Hello. You're very politically-minded. I'm not. I'm rather anthropologically-minded. I like observing people and asking questions like "Why do they behave the way they behave?" There are many cultural factors as to why different people have different ways of thinking. Generation is one of them. No one can deny generation gaps, for example. "When I was a young man/woman..." That's how grandparents' stories typically begin. If they didn't live in different times from younger generations, why bother telling their childhood and adolescence? Even a simple circumstance like whether you were born with or without the Internet has an impact on your world-view. What you call common sense and values can be very different from those of young people and it doesn't even have to be the mater of who is right and who is wrong; they are just different simply because of generation gap as such.

"Personally I'm not a fan of this type of thinking about people and ourselves. What is missing in these types of overviews, is focus on the individuality. Everyone is just put into artificially made boxes and categories. It is in essence a bureaucratic way of doing things. .... in triplicate."

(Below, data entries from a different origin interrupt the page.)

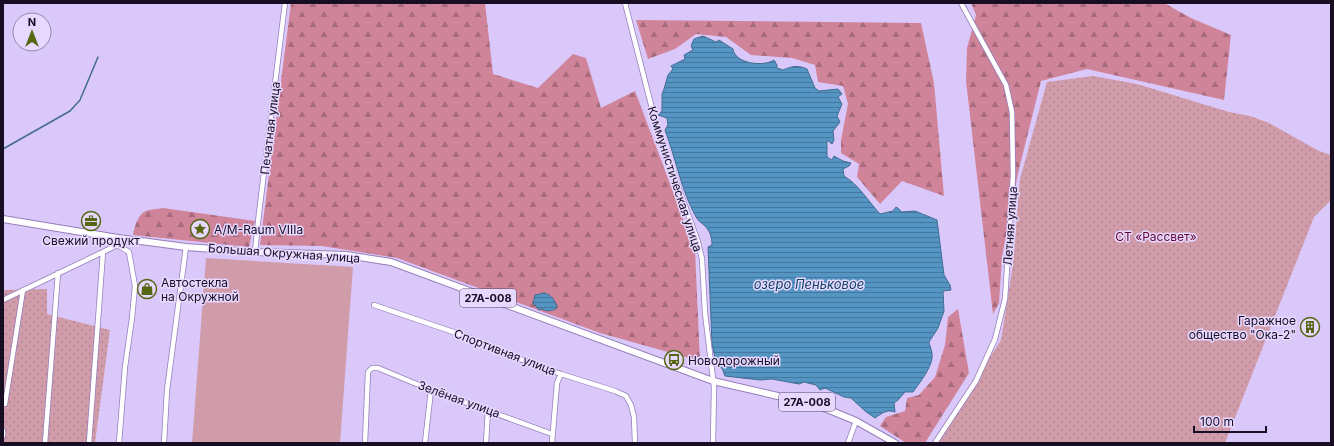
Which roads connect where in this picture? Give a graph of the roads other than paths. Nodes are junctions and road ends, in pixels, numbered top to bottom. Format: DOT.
graph roads {
  1 [pos="285,3"];
  2 [pos="625,3"];
  3 [pos="961,3"];
  4 [pos="3,219"];
  5 [pos="118,238"];
  6 [pos="117,245"];
  7 [pos="186,247"];
  8 [pos="104,252"];
  9 [pos="255,252"];
  10 [pos="58,273"];
  11 [pos="23,290"];
  12 [pos="3,300"];
  13 [pos="374,305"];
  14 [pos="561,374"];
  15 [pos="713,381"];
  16 [pos="431,390"];
  17 [pos="5,404"];
  18 [pos="488,410"];
  19 [pos="856,421"];
  20 [pos="3,431"];
  21 [pos="552,434"];
  22 [pos="3,436"];
  23 [pos="45,443"];
  24 [pos="89,443"];
  25 [pos="119,443"];
  26 [pos="164,443"];
  27 [pos="365,443"];
  28 [pos="425,443"];
  29 [pos="486,443"];
  30 [pos="552,443"];
  31 [pos="635,443"];
  32 [pos="713,443"];
  33 [pos="848,443"];
  34 [pos="895,443"];
  35 [pos="935,443"];
  1 -- 9 [label="street, Печатная улица"];
  2 -- 15 [label="street, Коммунистическая улица"];
  3 -- 35 [label="street, Летняя улица"];
  4 -- 5 [label="main road, Большая Окружная улица / 27А-008"];
  5 -- 6 [label="street"];
  5 -- 7 [label="main road, Большая Окружная улица / 27А-008"];
  6 -- 8 [label="street"];
  6 -- 25 [label="street"];
  7 -- 9 [label="main road, Большая Окружная улица / 27А-008"];
  7 -- 26 [label="street"];
  8 -- 10 [label="street"];
  8 -- 24 [label="street"];
  9 -- 15 [label="main road, Большая Окружная улица / 27А-008"];
  10 -- 11 [label="street"];
  10 -- 23 [label="street"];
  11 -- 12 [label="street"];
  11 -- 17 [label="street"];
  13 -- 14 [label="street, Спортивная улица"];
  14 -- 21 [label="street"];
  14 -- 31 [label="street, Спортивная улица"];
  15 -- 19 [label="main road, Большая Окружная улица / 27А-008"];
  15 -- 32 [label="street, Коммунистическая улица"];
  16 -- 18 [label="street, Зелёная улица"];
  16 -- 27 [label="street, Зелёная улица"];
  16 -- 28 [label="street"];
  18 -- 21 [label="street, Зелёная улица"];
  18 -- 29 [label="street"];
  19 -- 33 [label="street"];
  19 -- 34 [label="main road, Большая Окружная улица / 27А-008"];
  20 -- 22 [label="street"];
  21 -- 30 [label="street"];
}
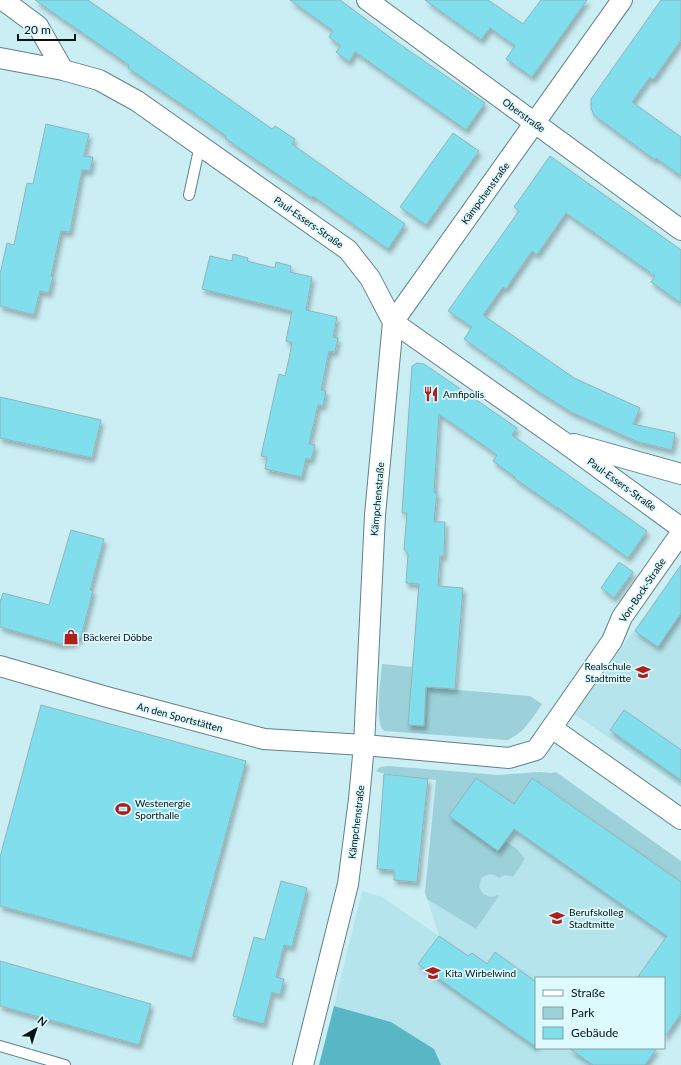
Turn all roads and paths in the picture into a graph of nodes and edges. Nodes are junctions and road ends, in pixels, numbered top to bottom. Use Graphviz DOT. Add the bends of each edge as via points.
graph roads {
  1 [pos="4,0"];
  2 [pos="367,0"];
  3 [pos="622,0"];
  4 [pos="0,58"];
  5 [pos="63,70"];
  6 [pos="535,123"];
  7 [pos="200,145"];
  8 [pos="189,195"];
  9 [pos="681,230"];
  10 [pos="393,322"];
  11 [pos="562,441"];
  12 [pos="681,474"];
  13 [pos="681,528"];
  14 [pos="681,533"];
  15 [pos="0,666"];
  16 [pos="552,728"];
  17 [pos="364,745"];
  18 [pos="681,819"];
  19 [pos="0,1046"];
  20 [pos="65,1065"];
  21 [pos="303,1065"];
  1 -- 5 [label="street" via="38,26"];
  2 -- 6 [label="street, Oberstraße"];
  3 -- 6 [label="street, Kämpchenstraße"];
  4 -- 5 [label="street, Paul-Essers-Straße"];
  5 -- 7 [label="street, Paul-Essers-Straße" via="99,80 137,101"];
  6 -- 9 [label="street, Oberstraße"];
  6 -- 10 [label="street, Kämpchenstraße"];
  7 -- 8 [label="lane"];
  7 -- 10 [label="street, Paul-Essers-Straße" via="348,250 370,278"];
  10 -- 11 [label="street, Paul-Essers-Straße"];
  10 -- 17 [label="street, Kämpchenstraße" via="375,516"];
  11 -- 12 [label="street, Paul-Essers-Straße"];
  11 -- 13 [label="street, Paul-Essers-Straße"];
  14 -- 16 [label="street, Von-Bock-Straße" via="622,617 612,640"];
  15 -- 17 [label="street, An den Sportstätten" via="264,739"];
  16 -- 17 [label="street, Von-Bock-Straße" via="536,750 509,758"];
  16 -- 18 [label="street"];
  17 -- 21 [label="street, Kämpchenstraße" via="348,884"];
  19 -- 20 [label="lane"];
}
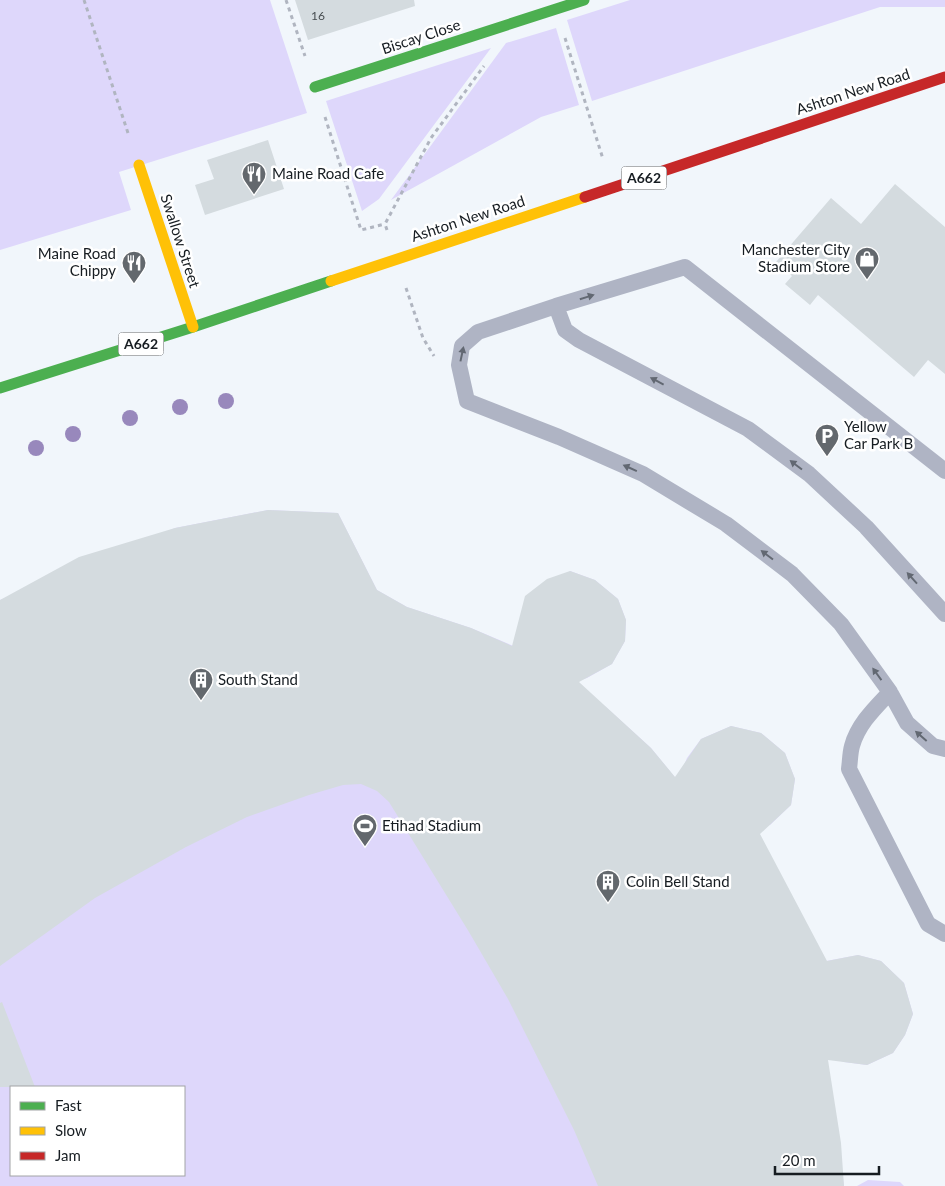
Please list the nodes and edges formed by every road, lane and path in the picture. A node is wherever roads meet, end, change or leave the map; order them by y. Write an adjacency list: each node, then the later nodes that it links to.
1 (84, 0): 8 (path)
2 (286, 0): 7 (path)
3 (584, 0): 4 (main road, Biscay Close)
4 (556, 9): 7 (main road, Biscay Close); 9 (path)
5 (489, 60): 7 (path)
6 (945, 77): 9 (main road, Ashton New Road / A662)
7 (315, 87)
8 (139, 165): 12 (main road, Swallow Street)
9 (612, 188): 12 (main road, Ashton New Road / A662)
10 (405, 286): 13 (path)
11 (556, 306): 15 (lane, one-way to 15); 16 (lane, one-way to 11); 17 (lane, one-way to 11)
12 (193, 327): 14 (main road, Ashton New Road / A662)
13 (437, 362)
14 (0, 388)
15 (945, 471)
16 (945, 614)
17 (890, 692): 18 (lane, one-way to 17); 19 (lane)
18 (945, 750)
19 (945, 934)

When I made this post, I wasn't thinking politically at all. Try not to associate this post with identity politics; that wasn't my intention at all. I posted this on a much lighter note. How did you grow up in Croatia as a child and as a young man through your generation? Can you think of any significant event that happened in your life while you were growing up? Did it have an impact on your perspective as to how you should live your life?

@eschatologyguy "the same reason why Socrates hated unbound democracy. No protection for minorities from the will of the majority. When the majority decides the elderly are owed no respect, then the decision is carried."

Yes, this is true. Democracy has many problems, unless its bound. But that is why Both Athenian democracy and early democracy days in the United States had built in self correction rules. In other words, not everyone was allowed to vote, to put bounds on the democracy as you put it.

You had to have been over 18 years of age, male, done your military service and own property. No identity politics, meaning no men, no women, could vote unless.... they have proven that they are invested in the preservation of the state. Also no foreigners and no salves were allowed to vote. And women could not vote because they could no be part of military and not because they were women.

These were good rules, design as a self correcting mechanism in democracy that would otherwise be out of control, as it is now in modern times.

“People use democracy as a free-floating abstraction disconnected from reality. Democracy in and of itself is not necessarily good. Gang rape, after all, is democracy in action. All men have the right to live their own life. Democracy must be rooted in a rational philosophy that first and foremost recognizes the right of an individual. A few million Imperial Order men screaming for the lives of a much smaller number of people in the New World may win a democratic vote, but it does not give them the right to those lives, or make their calls for such killing right. Democracy is not a synonym for justice or for freedom. Democracy is not a sacred right sanctifying mob rule.” ― Terry Goodkind, Naked Empire

In the past, first democracies did not rely on identity politics, but on contributions. Rights implied obligations, as a way to instill self correcting mechanism in the system that would otherwise self corrupt. Sadly the civil rights and socialists / communist activism has argued around this critical mechanism and corrupted the point of democratic elections.

E.G.

Timeline of voting rights in the United States

  • 1789: The Constitution of the United States grants the states the power to set voting requirements. Generally, states limited this right to property-owning or tax-paying white males (about 6% of the population).[1]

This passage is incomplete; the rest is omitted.